Thursday, September 24, 2009

More Campus Ignorance About Agriculture

Op-Ed: Go vegetarian to save the Earth, feed the hungry
By Michael W. Gibson
September 24, 2009

Although more people go vegetarian every day, the world will be better still if more people take the plunge into a meat-free lifestyle. Support comes from successful arguments from the standpoints of ethics, world hunger, the environment, personal health and animal rights. The reasons for vegetarianism greatly outweigh the reasons against, so why aren’t more people making the switch?

The problem of world hunger is tragic and vast. A vegetarian diet does much to aid in solving this global catastrophe. As John Hill wrote in “The Case for Vegetarianism,” a child dies as a result of malnutrition every 2.3 seconds. A third of the world’s grain harvest and 70 percent of the U.S.’s grain is now being fed to cattle and other livestock while nearly a billion human beings go to bed malnourished.

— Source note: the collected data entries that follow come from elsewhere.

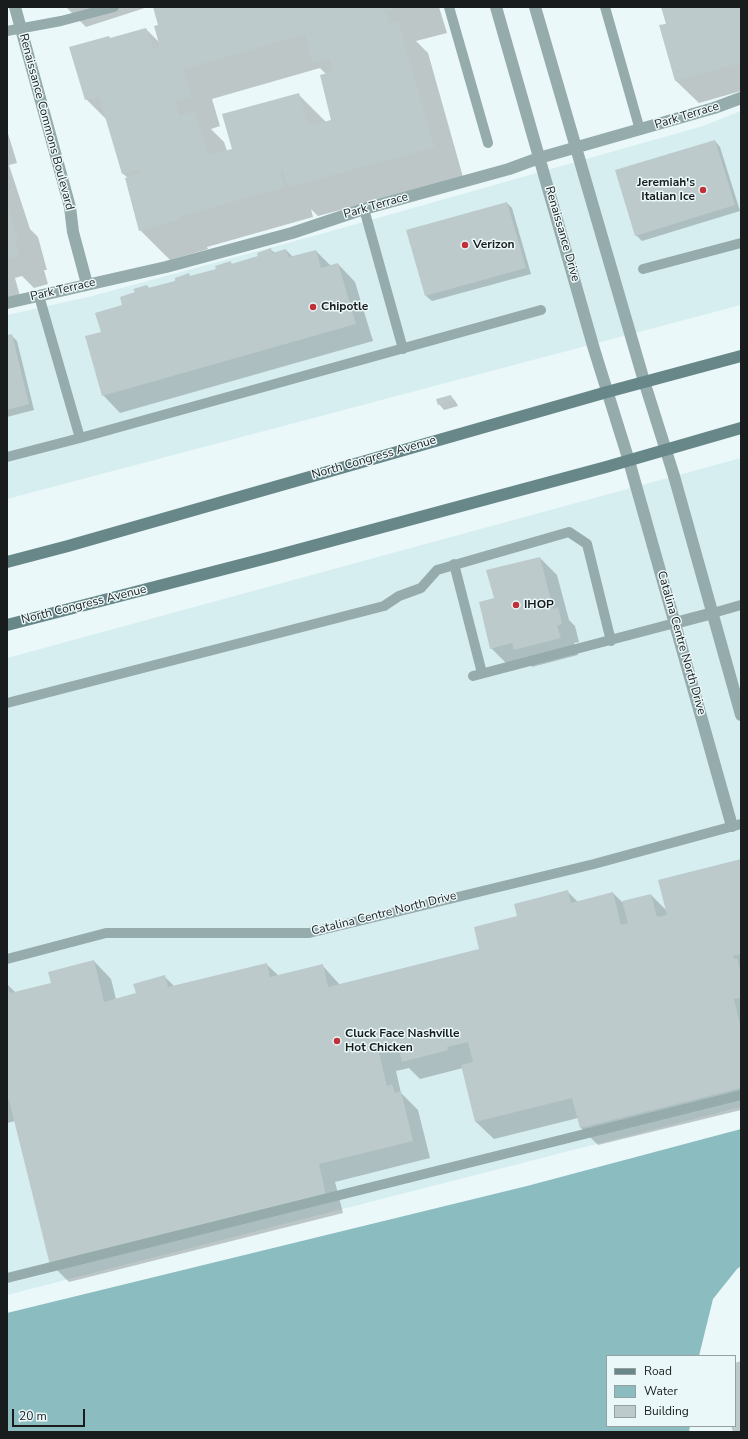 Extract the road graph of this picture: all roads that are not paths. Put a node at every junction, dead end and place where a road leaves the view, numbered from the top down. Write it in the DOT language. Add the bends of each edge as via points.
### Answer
graph roads {
  1 [pos="15,7"];
  2 [pos="114,7"];
  3 [pos="449,7"];
  4 [pos="496,7"];
  5 [pos="535,7"];
  6 [pos="604,7"];
  7 [pos="21,29"];
  8 [pos="7,31"];
  9 [pos="741,99"];
  10 [pos="640,130"];
  11 [pos="488,143"];
  12 [pos="575,148"];
  13 [pos="539,158"];
  14 [pos="364,209"];
  15 [pos="741,242"];
  16 [pos="642,269"];
  17 [pos="87,284"];
  18 [pos="38,296"];
  19 [pos="7,303"];
  20 [pos="541,310"];
  21 [pos="403,348"];
  22 [pos="741,356"];
  23 [pos="644,381"];
  24 [pos="607,392"];
  25 [pos="741,428"];
  26 [pos="80,438"];
  27 [pos="665,450"];
  28 [pos="7,457"];
  29 [pos="629,460"];
  30 [pos="7,562"];
  31 [pos="454,564"];
  32 [pos="741,605"];
  33 [pos="713,613"];
  34 [pos="675,623"];
  35 [pos="7,624"];
  36 [pos="611,641"];
  37 [pos="7,703"];
  38 [pos="741,715"];
  39 [pos="737,825"];
  40 [pos="7,959"];
  41 [pos="741,1095"];
  42 [pos="7,1278"];
  1 -- 7 [label="street, Renaissance Commons Boulevard"];
  2 -- 7 [label="lane"];
  3 -- 11 [label="lane"];
  4 -- 13 [label="street, Renaissance Drive"];
  5 -- 12 [label="street"];
  6 -- 10 [label="lane"];
  7 -- 8 [label="lane"];
  7 -- 17 [label="street, Renaissance Commons Boulevard" via="70,207 73,232"];
  9 -- 10 [label="street, Park Terrace"];
  10 -- 12 [label="street, Park Terrace"];
  12 -- 13 [label="street, Park Terrace"];
  12 -- 23 [label="street"];
  13 -- 14 [label="street, Park Terrace" via="509,169"];
  13 -- 24 [label="street, Renaissance Drive"];
  14 -- 17 [label="street, Park Terrace" via="173,265"];
  14 -- 21 [label="lane"];
  15 -- 16 [label="lane"];
  17 -- 18 [label="street, Park Terrace"];
  18 -- 19 [label="street, Park Terrace"];
  18 -- 26 [label="lane"];
  20 -- 21 [label="lane"];
  21 -- 26 [label="lane"];
  22 -- 23 [label="main road, North Congress Avenue"];
  23 -- 24 [label="main road, North Congress Avenue"];
  23 -- 27 [label="street"];
  24 -- 29 [label="street, Renaissance Drive"];
  24 -- 30 [label="main road, North Congress Avenue"];
  25 -- 27 [label="main road, North Congress Avenue"];
  26 -- 28 [label="lane"];
  27 -- 29 [label="main road, North Congress Avenue"];
  27 -- 33 [label="street"];
  29 -- 34 [label="street, Catalina Centre North Drive"];
  29 -- 35 [label="main road, North Congress Avenue" via="269,558"];
  31 -- 36 [label="lane" via="569,532 587,544"];
  31 -- 36 [label="lane" via="477,674"];
  31 -- 37 [label="lane" via="437,570 421,588 399,596 384,606"];
  32 -- 33 [label="lane"];
  33 -- 34 [label="street"];
  33 -- 38 [label="street"];
  34 -- 36 [label="lane"];
  34 -- 39 [label="street, Catalina Centre North Drive"];
  39 -- 40 [label="lane, Catalina Centre North Drive" via="608,860 309,933 106,933"];
  41 -- 42 [label="lane"];
} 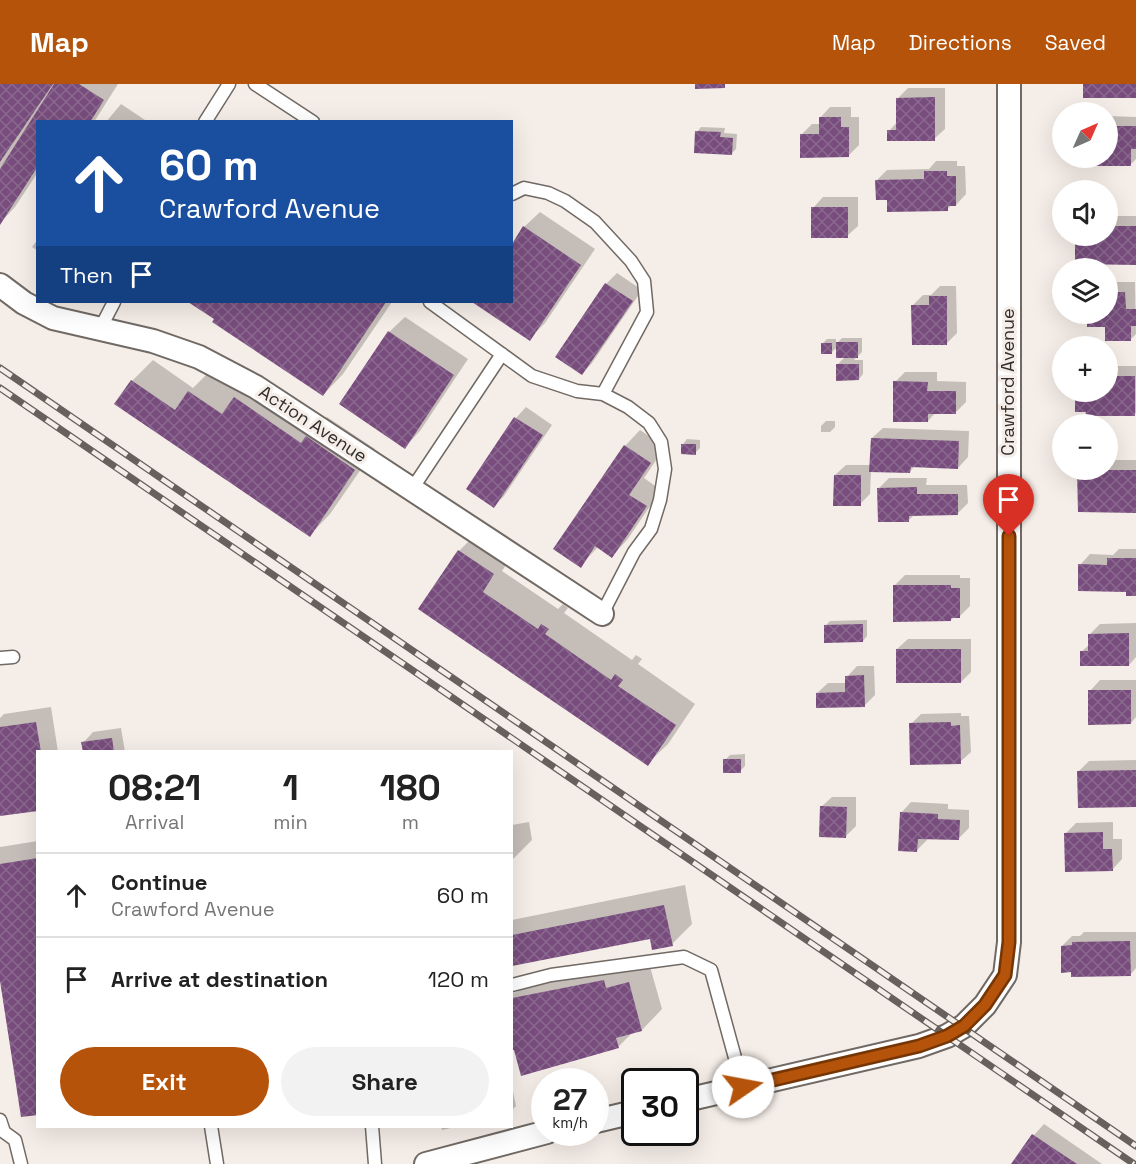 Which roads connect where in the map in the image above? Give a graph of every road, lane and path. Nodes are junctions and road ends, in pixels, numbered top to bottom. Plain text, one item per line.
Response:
1 (229, 84) edge
2 (255, 84) edge
3 (1009, 84) edge
4 (206, 120) edge
5 (310, 120) edge
6 (513, 194) edge
7 (0, 285) edge
8 (113, 303) edge
9 (433, 303) edge
10 (100, 329) junction
11 (502, 354) junction
12 (603, 394) junction
13 (412, 489) junction
14 (602, 614) joint
15 (13, 657) dead end
16 (0, 658) edge
17 (513, 985) edge
18 (743, 1087) junction
19 (699, 1097) edge
20 (0, 1120) edge
21 (211, 1128) edge
22 (372, 1128) edge
23 (531, 1136) edge
24 (21, 1164) edge
25 (217, 1164) edge
26 (375, 1164) edge
27 (426, 1164) edge

1 - 4 lane
2 - 5 lane
3 - 18 street, Crawford Avenue
6 - 12 lane
7 - 10 street, Action Avenue
8 - 10 lane
9 - 11 lane
10 - 13 street, Action Avenue
11 - 12 lane
11 - 13 lane
12 - 14 lane
13 - 14 street, Action Avenue
15 - 16 lane
17 - 18 lane
18 - 19 street, Crawford Avenue
20 - 24 lane
21 - 25 lane
22 - 26 lane
23 - 27 street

A quarter of the total surface land area of the planet and a third of the U.S. landmass is utilized for livestock grazing. This land could be put to better agricultural use to feed the world’s hungry. Up to 40,000 pounds of potatoes can be grown on an acre of land whereas the same area will yield only 250 pounds of beef. Read More

College newspapers have been busy filling space with pro-vegetarian, anti-agriculture article this fall. In everyone that I have read so far, they have mearly been the regurgitation of inaccurate information. None of them have done any type of research that didn’t involve Google. For instance, this student makes the claim that 40,000 lbs of potatoes could be grown on the same amount of land that can only produce 250 lbs of beef. His glaring ignorance is on display in that one comment alone. Most of the land that livestock graze on isn’t suitable for farming. Trying to farm grazing land would be impossible in many areas and an irresponsible use of the land in others. The other tired argument that people could eat the feed that is used for livestock use is a half truth at best. It’s unfortunate that so many students have been so willing to show their ignorance of the industry which they seek to abolish.


caheidelberger said...

So it sounds like you're totally in favor of free-range, grass-fed cattle. Me too. How do you respond, then to the absurdity of using good crop land to raise grain to fatten cattle when we could use that same land to grow food to feed people directly? How do you respond to the author's point that 70% of the U.S.'s grain could be used more efficiently to feed the world?

environmental politics said...

If only we could explain everyone that it is an ethical & political issue...

Dave Sjeklocha, DVM said...

To caheidelberger:
The absurdity of the author's comments and your question about 70% of the US's grain could be used to feed the world demonstrates the lack of understanding people have for agriculture. Let's just say this comment is correct (which it isn't). Why aren't we sending that grain to feed the world? A few years ago, when fuel was approaching $5.00/gallon, the price of those grains skyrocketed. This made grain farmers very happy. I got tired of hearing your argument (and the author's) about a year ago. So I walked in to my local grain elevator and asked if I could buy 1000 lbs of corn (something I have done many times in the past). The lady behind the counter said that I sure could, and simply asked if I wanted it bagged or in bulk. I said I would take it in bulk and she figured up how much I owed her for the corn. I asked her why she didn't want to know what I was going to use the corn for. She said that she didn't care, as long as I paid for it, I could do with it whatever I wanted. I asked if she would still sell it to me if I told her I was going to go feed some starving children with it. Again, she said as long as I paid for it, she didn't care. So, I went directly to a farmer friend of mine and asked him the same line of questions. Amazingly, the answers were eerily similar! So, please, if you want to feed corn to the starving, the opportunities are there for you. YOU just have to have a little less talk and a lot more action. No need to thank me, I am just happy to help you out. And the increased competition for the grain would certainly make the grain farmers happy.